▶ **WHAT TO DO**
Across the whole listing, find how many lines contain "nodes", then write that number and nothing else.

▶ **EXTRACTED INFORMATION**
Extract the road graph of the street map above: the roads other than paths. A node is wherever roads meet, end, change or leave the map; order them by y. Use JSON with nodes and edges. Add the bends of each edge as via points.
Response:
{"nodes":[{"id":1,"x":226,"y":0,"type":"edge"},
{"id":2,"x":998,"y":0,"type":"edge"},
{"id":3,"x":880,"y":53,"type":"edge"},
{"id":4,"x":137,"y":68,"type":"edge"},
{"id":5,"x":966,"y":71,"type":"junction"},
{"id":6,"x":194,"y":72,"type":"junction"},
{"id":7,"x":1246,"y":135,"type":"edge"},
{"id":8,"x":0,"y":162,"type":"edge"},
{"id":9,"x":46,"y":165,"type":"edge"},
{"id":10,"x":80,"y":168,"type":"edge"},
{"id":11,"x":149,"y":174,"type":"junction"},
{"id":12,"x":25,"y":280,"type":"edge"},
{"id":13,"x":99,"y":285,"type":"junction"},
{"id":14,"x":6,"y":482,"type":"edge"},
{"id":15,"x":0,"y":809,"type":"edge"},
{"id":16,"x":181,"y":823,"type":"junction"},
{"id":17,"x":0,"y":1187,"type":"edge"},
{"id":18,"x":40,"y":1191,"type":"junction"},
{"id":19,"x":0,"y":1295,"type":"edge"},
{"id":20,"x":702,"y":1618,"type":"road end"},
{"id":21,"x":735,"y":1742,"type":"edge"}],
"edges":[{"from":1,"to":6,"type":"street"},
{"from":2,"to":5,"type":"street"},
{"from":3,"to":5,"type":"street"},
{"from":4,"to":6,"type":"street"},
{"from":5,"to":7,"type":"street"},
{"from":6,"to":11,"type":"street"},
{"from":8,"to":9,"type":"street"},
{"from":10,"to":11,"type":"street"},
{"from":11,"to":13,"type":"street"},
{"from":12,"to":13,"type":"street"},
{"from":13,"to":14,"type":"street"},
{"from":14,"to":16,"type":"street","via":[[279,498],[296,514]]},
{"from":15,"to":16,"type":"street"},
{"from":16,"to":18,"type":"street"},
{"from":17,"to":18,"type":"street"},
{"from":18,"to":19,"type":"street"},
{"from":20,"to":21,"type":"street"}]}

▶ **SOLUTION TO THE EXERCISE**
2